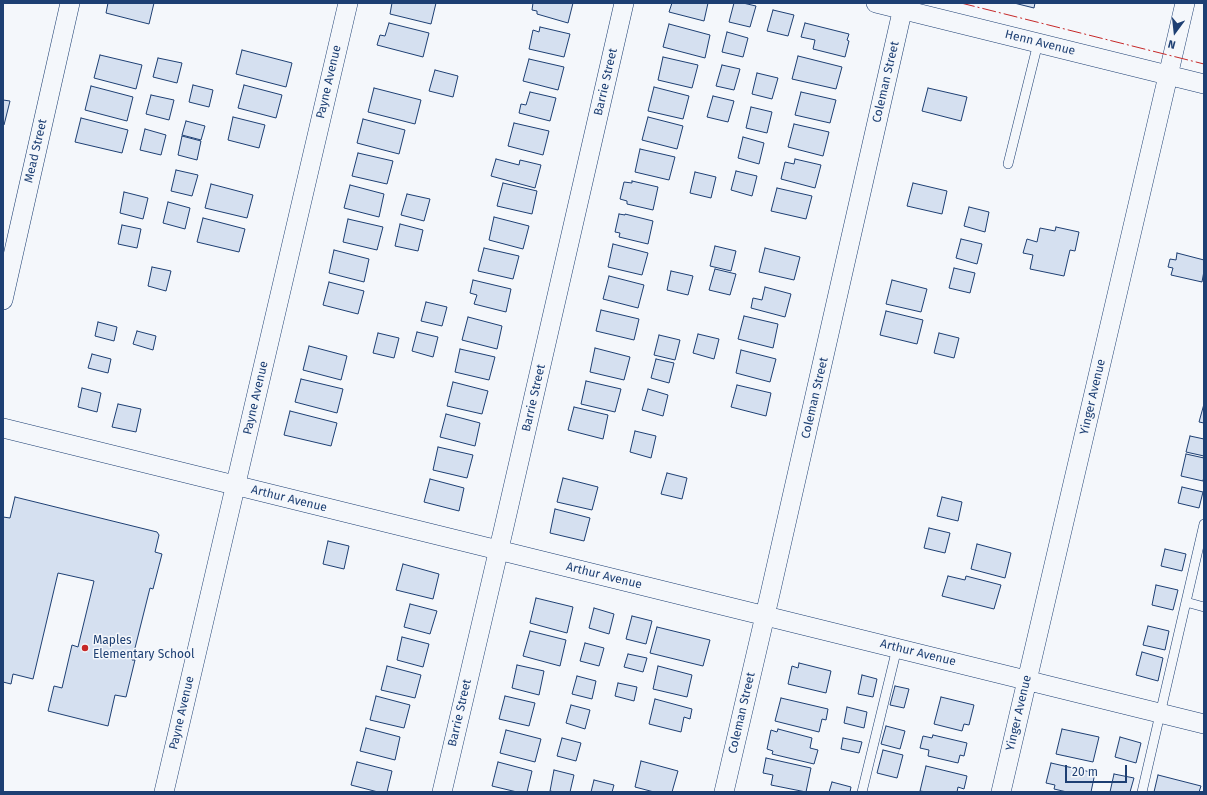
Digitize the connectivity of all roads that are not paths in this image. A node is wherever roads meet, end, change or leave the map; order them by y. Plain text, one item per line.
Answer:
1 (70, 3) edge
2 (348, 3) edge
3 (624, 3) edge
4 (876, 3) edge
5 (1185, 3) edge
6 (903, 6) edge
7 (1038, 43) junction
8 (1168, 75) junction
9 (1204, 84) edge
10 (1008, 164) dead end
11 (3, 300) edge
12 (3, 428) edge
13 (235, 485) junction
14 (1204, 524) edge
15 (498, 550) junction
16 (1186, 602) junction
17 (1204, 607) edge
18 (765, 616) junction
19 (897, 648) junction
20 (1027, 680) junction
21 (1160, 713) junction
22 (1204, 724) edge
23 (164, 792) edge
24 (442, 792) edge
25 (724, 792) edge
26 (862, 792) edge
27 (1001, 792) edge
28 (1142, 792) edge

1 - 11 street, Mead Street
2 - 13 street, Payne Avenue
3 - 15 street, Barrie Street
4 - 6 street, Henn Avenue
5 - 8 street, Yinger Avenue
6 - 7 street, Henn Avenue
6 - 18 street, Coleman Street
7 - 8 street, Henn Avenue
7 - 10 lane
8 - 9 street, Henn Avenue
8 - 20 street, Yinger Avenue
12 - 13 street, Arthur Avenue
13 - 15 street, Arthur Avenue
13 - 23 street, Payne Avenue
14 - 16 lane
15 - 18 street, Arthur Avenue
15 - 24 street, Barrie Street
16 - 17 lane
16 - 21 lane
18 - 19 street, Arthur Avenue
18 - 25 street, Coleman Street
19 - 20 street, Arthur Avenue
19 - 26 lane
20 - 21 street, Arthur Avenue
20 - 27 street, Yinger Avenue
21 - 22 street, Arthur Avenue
21 - 28 lane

* Brief
If an entry contains an image, print the rest of that entry exactly and leave the image out.

* Response area
Digitize the connectivity of all roads that are not paths in this image. A node is wherever roads meet, end, change or leave the map; order them by y. Plain text, one item per line.
Answer:
1 (70, 3) edge
2 (348, 3) edge
3 (624, 3) edge
4 (876, 3) edge
5 (1185, 3) edge
6 (903, 6) edge
7 (1038, 43) junction
8 (1168, 75) junction
9 (1204, 84) edge
10 (1008, 164) dead end
11 (3, 300) edge
12 (3, 428) edge
13 (235, 485) junction
14 (1204, 524) edge
15 (498, 550) junction
16 (1186, 602) junction
17 (1204, 607) edge
18 (765, 616) junction
19 (897, 648) junction
20 (1027, 680) junction
21 (1160, 713) junction
22 (1204, 724) edge
23 (164, 792) edge
24 (442, 792) edge
25 (724, 792) edge
26 (862, 792) edge
27 (1001, 792) edge
28 (1142, 792) edge

1 - 11 street, Mead Street
2 - 13 street, Payne Avenue
3 - 15 street, Barrie Street
4 - 6 street, Henn Avenue
5 - 8 street, Yinger Avenue
6 - 7 street, Henn Avenue
6 - 18 street, Coleman Street
7 - 8 street, Henn Avenue
7 - 10 lane
8 - 9 street, Henn Avenue
8 - 20 street, Yinger Avenue
12 - 13 street, Arthur Avenue
13 - 15 street, Arthur Avenue
13 - 23 street, Payne Avenue
14 - 16 lane
15 - 18 street, Arthur Avenue
15 - 24 street, Barrie Street
16 - 17 lane
16 - 21 lane
18 - 19 street, Arthur Avenue
18 - 25 street, Coleman Street
19 - 20 street, Arthur Avenue
19 - 26 lane
20 - 21 street, Arthur Avenue
20 - 27 street, Yinger Avenue
21 - 22 street, Arthur Avenue
21 - 28 lane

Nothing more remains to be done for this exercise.